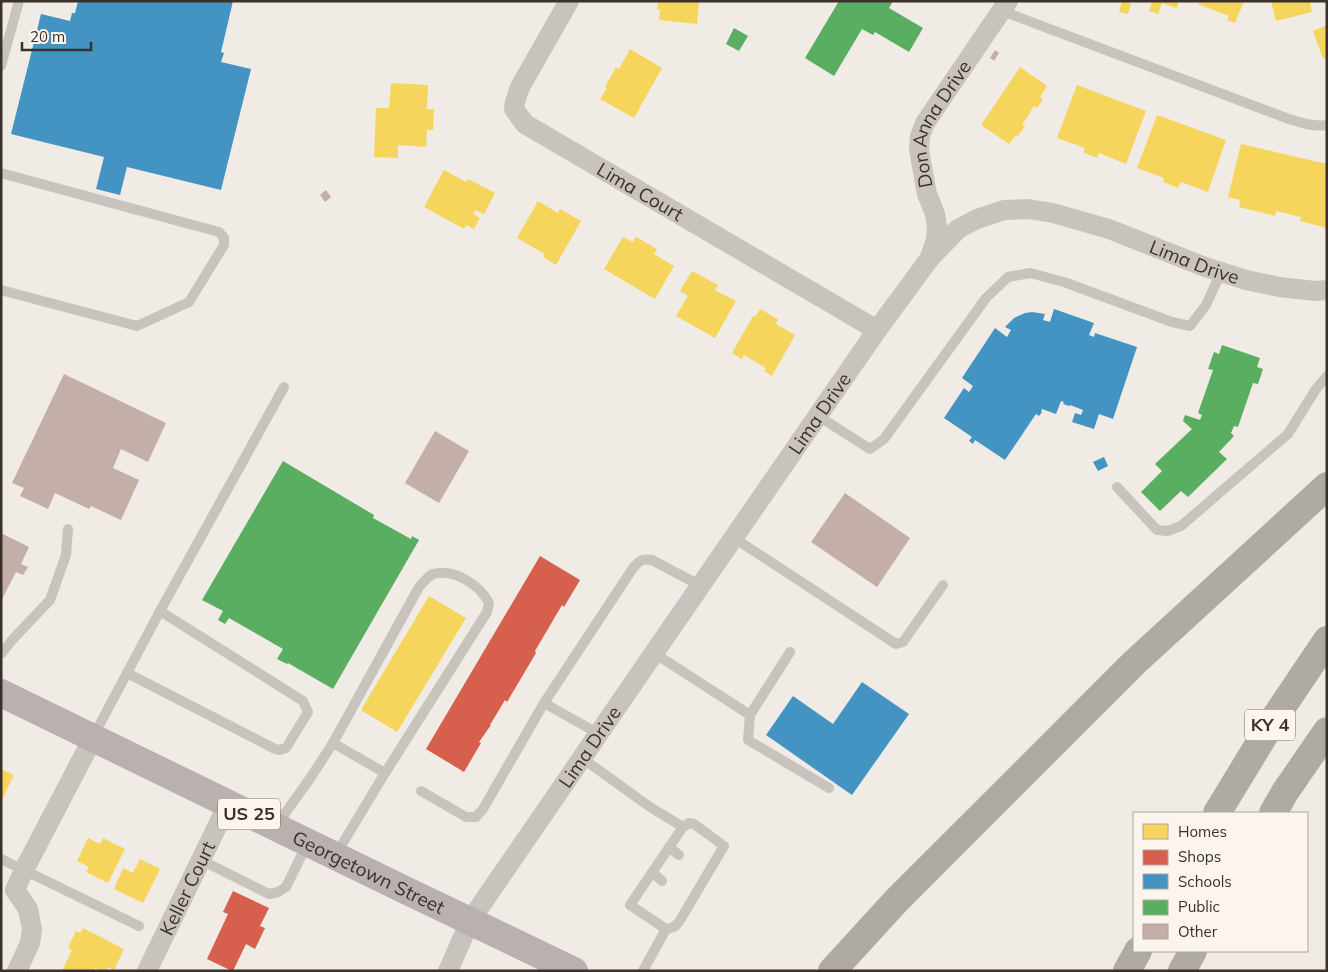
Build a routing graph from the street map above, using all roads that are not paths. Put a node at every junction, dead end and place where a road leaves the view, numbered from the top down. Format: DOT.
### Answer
graph roads {
  1 [pos="19,1"];
  2 [pos="569,1"];
  3 [pos="1005,4"];
  4 [pos="1,66"];
  5 [pos="1327,125"];
  6 [pos="1,174"];
  7 [pos="930,258"];
  8 [pos="1222,272"];
  9 [pos="1,290"];
  10 [pos="1327,290"];
  11 [pos="877,330"];
  12 [pos="1327,376"];
  13 [pos="284,387"];
  14 [pos="818,416"];
  15 [pos="1327,486"];
  16 [pos="1117,487"];
  17 [pos="68,529"];
  18 [pos="734,538"];
  19 [pos="943,585"];
  20 [pos="701,586"];
  21 [pos="160,611"];
  22 [pos="1327,640"];
  23 [pos="790,652"];
  24 [pos="1,654"];
  25 [pos="654,654"];
  26 [pos="127,673"];
  27 [pos="1,693"];
  28 [pos="544,703"];
  29 [pos="750,715"];
  30 [pos="1327,730"];
  31 [pos="599,734"];
  32 [pos="93,738"];
  33 [pos="333,743"];
  34 [pos="582,758"];
  35 [pos="385,773"];
  36 [pos="829,788"];
  37 [pos="421,791"];
  38 [pos="228,804"];
  39 [pos="1218,812"];
  40 [pos="1274,812"];
  41 [pos="275,827"];
  42 [pos="683,827"];
  43 [pos="308,843"];
  44 [pos="670,847"];
  45 [pos="679,855"];
  46 [pos="335,856"];
  47 [pos="1,859"];
  48 [pos="201,860"];
  49 [pos="24,870"];
  50 [pos="652,872"];
  51 [pos="662,880"];
  52 [pos="8,892"];
  53 [pos="470,921"];
  54 [pos="139,926"];
  55 [pos="666,929"];
  56 [pos="1137,952"];
  57 [pos="1192,952"];
  58 [pos="837,965"];
  59 [pos="17,971"];
  60 [pos="147,971"];
  61 [pos="448,971"];
  62 [pos="574,971"];
  63 [pos="643,971"];
  64 [pos="815,971"];
  65 [pos="1127,971"];
  66 [pos="1182,971"];
  1 -- 4 [label="lane"];
  2 -- 11 [label="street, Lima Court"];
  3 -- 5 [label="lane"];
  3 -- 7 [label="street, Don Anna Drive"];
  6 -- 9 [label="lane"];
  7 -- 8 [label="street, Lima Drive"];
  7 -- 11 [label="street, Lima Drive"];
  8 -- 10 [label="street, Lima Drive"];
  8 -- 14 [label="lane"];
  11 -- 14 [label="street, Lima Drive"];
  12 -- 16 [label="lane"];
  13 -- 21 [label="lane"];
  14 -- 18 [label="street, Lima Drive"];
  15 -- 58 [label="highway"];
  17 -- 24 [label="lane"];
  18 -- 19 [label="lane"];
  18 -- 20 [label="street, Lima Drive"];
  20 -- 25 [label="street, Lima Drive"];
  20 -- 28 [label="lane"];
  21 -- 26 [label="lane"];
  21 -- 26 [label="lane"];
  22 -- 39 [label="highway, KY 4"];
  23 -- 29 [label="lane"];
  25 -- 29 [label="lane"];
  25 -- 31 [label="street, Lima Drive"];
  26 -- 32 [label="lane"];
  27 -- 32 [label="main road, Georgetown Street / US 25"];
  28 -- 31 [label="lane"];
  28 -- 37 [label="lane"];
  29 -- 36 [label="lane"];
  30 -- 40 [label="highway, KY 4"];
  31 -- 34 [label="street, Lima Drive"];
  32 -- 38 [label="main road, Georgetown Street / US 25"];
  32 -- 49 [label="street"];
  33 -- 35 [label="lane"];
  33 -- 35 [label="lane"];
  33 -- 41 [label="lane"];
  34 -- 42 [label="lane"];
  34 -- 53 [label="street, Lima Drive"];
  35 -- 46 [label="lane"];
  38 -- 41 [label="main road, Georgetown Street / US 25"];
  38 -- 48 [label="street, Keller Court"];
  41 -- 43 [label="main road, Georgetown Street / US 25"];
  42 -- 44 [label="lane"];
  42 -- 55 [label="lane"];
  43 -- 46 [label="main road, Georgetown Street / US 25"];
  43 -- 48 [label="lane"];
  44 -- 45 [label="lane"];
  44 -- 50 [label="lane"];
  46 -- 53 [label="main road, Georgetown Street / US 25"];
  47 -- 49 [label="lane"];
  48 -- 60 [label="street, Keller Court"];
  49 -- 52 [label="street"];
  49 -- 54 [label="lane"];
  50 -- 51 [label="lane"];
  50 -- 55 [label="lane"];
  52 -- 59 [label="street"];
  53 -- 61 [label="street, Lima Drive"];
  53 -- 62 [label="main road, Georgetown Street / US 25"];
  55 -- 63 [label="lane"];
  56 -- 65 [label="highway"];
  57 -- 66 [label="highway"];
  58 -- 64 [label="highway"];
}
• • • • • • •
→ Requirement
Report each line of the records that holds the word "roads".

→ Task response
Build a routing graph from the street map above, using all roads that are not paths. Put a node at every junction, dead end and place where a road leaves the view, numbered from the top down. Format: DOT.
graph roads {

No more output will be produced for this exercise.